ABOUT THIS TASK:
In the material below, find each line with the word "chip" and copy it.

DATA IN THIS EXERCISE:
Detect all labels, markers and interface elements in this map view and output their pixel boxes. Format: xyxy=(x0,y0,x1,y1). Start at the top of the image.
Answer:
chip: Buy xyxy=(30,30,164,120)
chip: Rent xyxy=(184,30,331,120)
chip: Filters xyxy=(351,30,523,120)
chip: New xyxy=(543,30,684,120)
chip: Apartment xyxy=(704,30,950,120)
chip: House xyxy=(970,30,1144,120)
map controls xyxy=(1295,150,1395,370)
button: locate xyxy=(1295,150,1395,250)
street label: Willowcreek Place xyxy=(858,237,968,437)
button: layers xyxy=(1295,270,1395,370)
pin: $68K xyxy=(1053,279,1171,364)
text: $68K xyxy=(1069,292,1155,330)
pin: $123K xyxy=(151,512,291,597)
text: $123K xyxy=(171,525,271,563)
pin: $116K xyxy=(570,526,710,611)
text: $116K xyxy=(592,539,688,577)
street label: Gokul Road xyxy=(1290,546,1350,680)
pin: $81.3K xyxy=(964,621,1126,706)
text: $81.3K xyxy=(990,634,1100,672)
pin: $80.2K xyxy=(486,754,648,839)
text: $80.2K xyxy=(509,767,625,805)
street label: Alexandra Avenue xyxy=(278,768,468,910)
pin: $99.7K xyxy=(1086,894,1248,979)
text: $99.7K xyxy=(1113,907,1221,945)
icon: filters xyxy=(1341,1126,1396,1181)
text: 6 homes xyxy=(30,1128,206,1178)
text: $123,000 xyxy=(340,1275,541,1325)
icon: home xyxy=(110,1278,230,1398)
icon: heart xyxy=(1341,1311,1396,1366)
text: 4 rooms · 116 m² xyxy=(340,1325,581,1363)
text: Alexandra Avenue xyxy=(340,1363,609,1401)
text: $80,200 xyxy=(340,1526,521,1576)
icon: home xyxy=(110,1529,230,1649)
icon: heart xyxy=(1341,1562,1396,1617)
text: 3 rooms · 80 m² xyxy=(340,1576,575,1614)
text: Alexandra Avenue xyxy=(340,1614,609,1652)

RESULT FOR THIS EXERCISE:
chip: Buy xyxy=(30,30,164,120)
chip: Rent xyxy=(184,30,331,120)
chip: Filters xyxy=(351,30,523,120)
chip: New xyxy=(543,30,684,120)
chip: Apartment xyxy=(704,30,950,120)
chip: House xyxy=(970,30,1144,120)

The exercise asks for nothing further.